(Stored data)
====

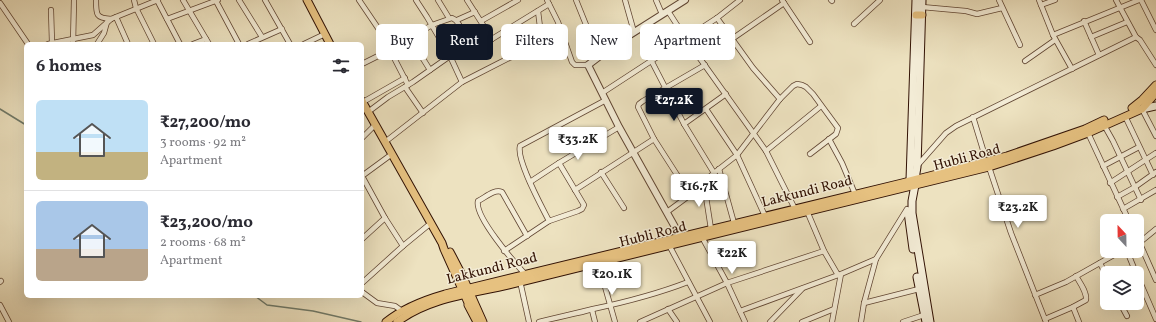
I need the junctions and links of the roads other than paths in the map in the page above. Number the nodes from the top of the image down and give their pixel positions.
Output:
1 (74, 0) edge
2 (96, 0) edge
3 (134, 0) edge
4 (158, 0) edge
5 (183, 0) edge
6 (217, 0) edge
7 (239, 0) edge
8 (265, 0) edge
9 (307, 0) edge
10 (359, 0) edge
11 (416, 0) edge
12 (438, 0) edge
13 (518, 0) edge
14 (576, 0) edge
15 (625, 0) edge
16 (656, 0) edge
17 (686, 0) edge
18 (740, 0) edge
19 (880, 0) edge
20 (916, 0) edge
21 (999, 0) edge
22 (1055, 0) edge
23 (1116, 0) edge
24 (1140, 0) edge
25 (469, 1) edge
26 (783, 1) edge
27 (548, 2) edge
28 (1040, 2) edge
29 (0, 3) edge
30 (922, 3) edge
31 (136, 8) junction
32 (1002, 8) junction
33 (1119, 8) junction
34 (51, 10) dead end
35 (189, 10) junction
36 (538, 11) junction
37 (474, 12) junction
38 (665, 12) junction
39 (919, 15) junction
40 (167, 18) junction
41 (449, 18) junction
42 (717, 18) junction
43 (111, 20) junction
44 (457, 20) junction
45 (481, 21) junction
46 (1084, 21) junction
47 (1127, 22) junction
48 (459, 24) edge
49 (483, 24) edge
50 (586, 24) edge
51 (674, 24) edge
52 (708, 24) edge
53 (721, 24) edge
54 (854, 24) dead end
55 (432, 25) junction
56 (376, 26) edge
57 (428, 27) edge
58 (282, 28) junction
59 (1156, 30) edge
60 (436, 32) edge
61 (634, 32) joint
62 (325, 34) junction
63 (1053, 35) junction
64 (735, 37) edge
65 (1091, 37) junction
66 (1136, 37) junction
67 (262, 38) junction
68 (493, 38) edge
69 (206, 39) junction
70 (1056, 40) junction
71 (27, 42) edge
72 (50, 42) edge
73 (73, 42) edge
74 (98, 42) edge
75 (127, 42) edge
76 (153, 42) edge
77 (179, 42) edge
78 (198, 42) edge
79 (208, 42) edge
80 (238, 42) edge
81 (253, 42) edge
82 (289, 42) edge
83 (308, 42) edge
84 (329, 42) edge
85 (810, 42) dead end
86 (735, 43) edge
87 (1020, 45) dead end
88 (1099, 55) junction
89 (376, 57) edge
90 (395, 60) edge
91 (424, 60) edge
92 (444, 60) edge
93 (452, 60) edge
94 (594, 60) edge
95 (651, 60) joint
96 (701, 60) edge
97 (1025, 61) dead end
98 (364, 63) edge
99 (588, 65) junction
100 (705, 65) junction
101 (1156, 65) edge
102 (1072, 69) junction
103 (430, 70) junction
104 (405, 78) junction
105 (462, 82) junction
106 (1156, 85) edge
107 (407, 86) junction
108 (665, 88) junction
109 (602, 93) junction
110 (1156, 93) edge
111 (726, 94) junction
112 (780, 99) junction
113 (606, 100) junction
114 (364, 101) edge
115 (1156, 101) edge
116 (1148, 104) junction
117 (364, 105) edge
118 (821, 106) junction
119 (1156, 106) edge
120 (1132, 108) junction
121 (706, 109) junction
122 (1142, 109) junction
123 (368, 112) junction
124 (423, 113) junction
125 (1125, 116) junction
126 (973, 117) junction
127 (684, 124) junction
128 (375, 125) junction
129 (1104, 125) junction
130 (619, 127) junction
131 (1088, 133) junction
132 (753, 134) junction
133 (364, 136) edge
134 (1156, 136) edge
135 (829, 138) junction
136 (654, 139) junction
137 (385, 142) junction
138 (1139, 148) junction
139 (766, 151) junction
140 (633, 152) junction
141 (1156, 152) edge
142 (984, 153) dead end
143 (392, 154) junction
144 (810, 154) dead end
145 (737, 156) junction
146 (1121, 156) junction
147 (1145, 160) junction
148 (559, 163) junction
149 (989, 166) junction
150 (1102, 166) junction
151 (916, 167) junction
152 (719, 170) junction
153 (1128, 171) junction
154 (601, 172) junction
155 (714, 173) junction
156 (1154, 174) edge
157 (364, 175) edge
158 (364, 180) edge
159 (530, 182) junction
160 (1110, 182) junction
161 (912, 183) junction
162 (704, 184) junction
163 (1135, 187) junction
164 (575, 190) junction
165 (1156, 190) edge
166 (855, 194) junction
167 (690, 195) junction
168 (1117, 197) junction
169 (1141, 200) junction
170 (624, 208) dead end
171 (795, 209) junction
172 (907, 209) junction
173 (1123, 209) junction
174 (807, 211) junction
175 (667, 212) junction
176 (1126, 214) edge
177 (765, 216) junction
178 (385, 218) junction
179 (549, 221) junction
180 (431, 223) junction
181 (734, 223) junction
182 (711, 229) junction
183 (1156, 229) edge
184 (527, 236) junction
185 (680, 236) junction
186 (702, 236) junction
187 (364, 237) edge
188 (1144, 238) edge
189 (669, 245) junction
190 (402, 246) junction
191 (504, 250) junction
192 (824, 251) junction
193 (1144, 255) edge
194 (876, 258) junction
195 (1109, 258) edge
196 (598, 262) junction
197 (1100, 263) junction
198 (1102, 266) edge
199 (525, 274) junction
200 (839, 274) junction
201 (460, 276) junction
202 (1076, 276) junction
203 (1156, 280) edge
204 (364, 281) edge
205 (520, 281) junction
206 (688, 282) junction
207 (727, 283) junction
208 (804, 287) junction
209 (482, 288) junction
210 (919, 289) junction
211 (467, 291) junction
212 (1144, 291) edge
213 (364, 293) edge
214 (449, 295) junction
215 (1035, 295) junction
216 (696, 296) junction
217 (864, 303) junction
218 (0, 305) edge
219 (610, 305) junction
220 (473, 306) junction
221 (1073, 307) junction
222 (668, 309) junction
223 (834, 309) junction
224 (592, 310) junction
225 (1124, 310) edge
226 (402, 311) junction
227 (740, 311) junction
228 (560, 316) junction
229 (1127, 316) dead end
230 (925, 318) edge
231 (397, 320) edge
232 (649, 320) edge
233 (1045, 321) edge
234 (1156, 321) edge
235 (9, 322) edge
236 (386, 322) edge
237 (477, 322) edge
238 (484, 322) edge
239 (529, 322) edge
240 (539, 322) edge
241 (561, 322) edge
242 (595, 322) edge
243 (615, 322) edge
244 (640, 322) edge
245 (677, 322) edge
246 (710, 322) edge
247 (745, 322) edge
248 (770, 322) edge
249 (802, 322) edge
250 (832, 322) edge
251 (861, 322) edge
252 (903, 322) edge
253 (930, 322) edge
254 (1079, 322) edge

1 - 73 street
2 - 43 street
3 - 31 street
4 - 31 street
4 - 40 street
5 - 35 street
6 - 35 street
6 - 80 street
7 - 67 street
8 - 58 street
9 - 62 main road
10 - 56 street
11 - 55 street
12 - 41 street
13 - 45 street
14 - 50 street
15 - 61 street
16 - 38 street
17 - 38 street
18 - 42 street
19 - 54 street
20 - 39 main road
21 - 32 street
22 - 28 street
23 - 33 street
24 - 33 street
24 - 59 street
25 - 37 street
26 - 64 street
26 - 85 street
27 - 36 street
27 - 99 street
28 - 63 street
29 - 71 street
30 - 32 street
30 - 39 main road
31 - 43 street
31 - 76 street
32 - 87 street
33 - 46 street
33 - 47 street
34 - 72 street
35 - 40 street
35 - 69 street
36 - 68 street
36 - 105 street
37 - 44 street
37 - 45 street
38 - 51 street
38 - 61 street
39 - 151 main road
39 - 161 main road
40 - 77 street
41 - 44 street
41 - 55 street
42 - 52 street
42 - 53 street
43 - 73 street
43 - 74 street
43 - 75 street
44 - 48 street
45 - 49 street
46 - 63 street
46 - 65 street
47 - 65 street
47 - 66 street
55 - 57 street
55 - 60 street
58 - 67 street
58 - 82 street
62 - 83 street
62 - 84 main road
63 - 70 street
65 - 88 street
66 - 88 street
66 - 101 street
67 - 81 street
69 - 78 street
69 - 79 street
70 - 97 street
70 - 102 street
86 - 112 street
88 - 102 street
89 - 98 street
90 - 104 street
91 - 103 street
92 - 103 street
93 - 105 street
94 - 99 street
95 - 108 street
95 - 109 street
96 - 100 street
99 - 109 street
100 - 108 street
100 - 111 street
102 - 126 street
103 - 107 street
104 - 107 street
104 - 114 street
105 - 124 street
106 - 120 main road
107 - 123 street
107 - 124 street
108 - 127 street
108 - 136 street
109 - 113 street
110 - 116 main road, Hubli Road
111 - 121 street
111 - 132 street
112 - 118 street
112 - 132 street
113 - 130 street
113 - 159 street
115 - 116 main road, Lakkundi Road
116 - 120 main road, Lakkundi Road
116 - 122 main road, Hubli Road
117 - 123 main road
118 - 135 street
118 - 139 street
119 - 122 main road
120 - 161 main road, Lakkundi Road
121 - 127 street
121 - 145 street
122 - 125 main road, Hubli Road
122 - 134 street
123 - 128 main road
124 - 137 street
125 - 129 main road, Hubli Road
125 - 138 street
126 - 142 street
126 - 151 street
127 - 155 street
128 - 133 street
128 - 137 main road
129 - 131 main road, Hubli Road
129 - 146 street
130 - 140 street
130 - 148 street
131 - 149 main road, Hubli Road
131 - 150 street
132 - 139 street
132 - 145 street
135 - 144 street
135 - 166 street
136 - 140 street
136 - 167 street
137 - 143 main road
138 - 146 street
138 - 147 street
139 - 171 street
140 - 154 street
140 - 175 street
141 - 147 street
143 - 157 street
143 - 180 main road
145 - 152 street
145 - 177 street
146 - 150 street
146 - 153 street
147 - 153 street
147 - 156 street
148 - 159 street
148 - 164 street
149 - 161 main road, Hubli Road
149 - 215 street
150 - 160 street
151 - 161 main road
152 - 155 street
152 - 181 street
153 - 160 street
153 - 163 street
154 - 164 street
154 - 170 street
155 - 162 street
156 - 163 street
158 - 178 street
159 - 179 street
160 - 168 street
161 - 166 main road, Lakkundi Road
161 - 172 main road
161 - 174 main road, Hubli Road
161 - 253 main road
162 - 167 street
162 - 182 street
163 - 168 street
163 - 169 street
164 - 179 street
165 - 169 street
166 - 171 main road, Lakkundi Road
167 - 175 street
168 - 173 street
169 - 173 street
171 - 177 main road, Lakkundi Road
172 - 194 street
172 - 210 main road
173 - 176 street
174 - 186 main road, Hubli Road
174 - 192 street
175 - 185 street
177 - 181 main road, Lakkundi Road
178 - 187 street
178 - 190 street
179 - 184 street
180 - 190 street
180 - 201 main road
181 - 182 main road, Lakkundi Road
182 - 185 main road, Lakkundi Road
183 - 188 street
184 - 191 street
184 - 191 street
185 - 199 main road, Lakkundi Road
186 - 189 main road, Hubli Road
186 - 207 street
189 - 196 main road, Hubli Road
189 - 206 street
190 - 204 street
191 - 199 street
192 - 200 street
192 - 207 street
193 - 203 street
194 - 200 street
194 - 217 street
195 - 197 street
196 - 205 main road, Hubli Road
196 - 219 street
197 - 198 street
197 - 202 street
199 - 209 main road, Lakkundi Road
200 - 208 street
200 - 223 street
201 - 209 main road
201 - 211 main road
201 - 214 main road
202 - 215 street
202 - 221 street
205 - 209 main road, Hubli Road
205 - 239 street
206 - 216 street
206 - 219 street
207 - 216 street
207 - 227 street
208 - 227 street
208 - 248 street
209 - 211 main road, Hubli Road
209 - 220 main road
210 - 217 street
210 - 230 main road
211 - 214 main road, Hubli Road
211 - 220 main road
212 - 234 street
213 - 226 street
214 - 220 main road
214 - 226 main road, Lakkundi Road
214 - 231 main road, Hubli Road
215 - 233 street
216 - 222 street
216 - 246 street
217 - 251 street
218 - 235 street
219 - 224 street
219 - 243 street
220 - 237 main road
220 - 238 main road
221 - 233 street
221 - 254 street
222 - 232 street
222 - 245 street
223 - 249 street
223 - 250 street
224 - 228 street
224 - 242 street
225 - 229 street
226 - 231 main road, Lakkundi Road
227 - 247 street
228 - 240 street
228 - 241 street
230 - 252 street
231 - 236 main road
232 - 244 street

====

> **What you will do**
Identify all lines in the records above with the word "dead".

> **Result for this exercise**
34 (51, 10) dead end
54 (854, 24) dead end
85 (810, 42) dead end
87 (1020, 45) dead end
97 (1025, 61) dead end
142 (984, 153) dead end
144 (810, 154) dead end
170 (624, 208) dead end
229 (1127, 316) dead end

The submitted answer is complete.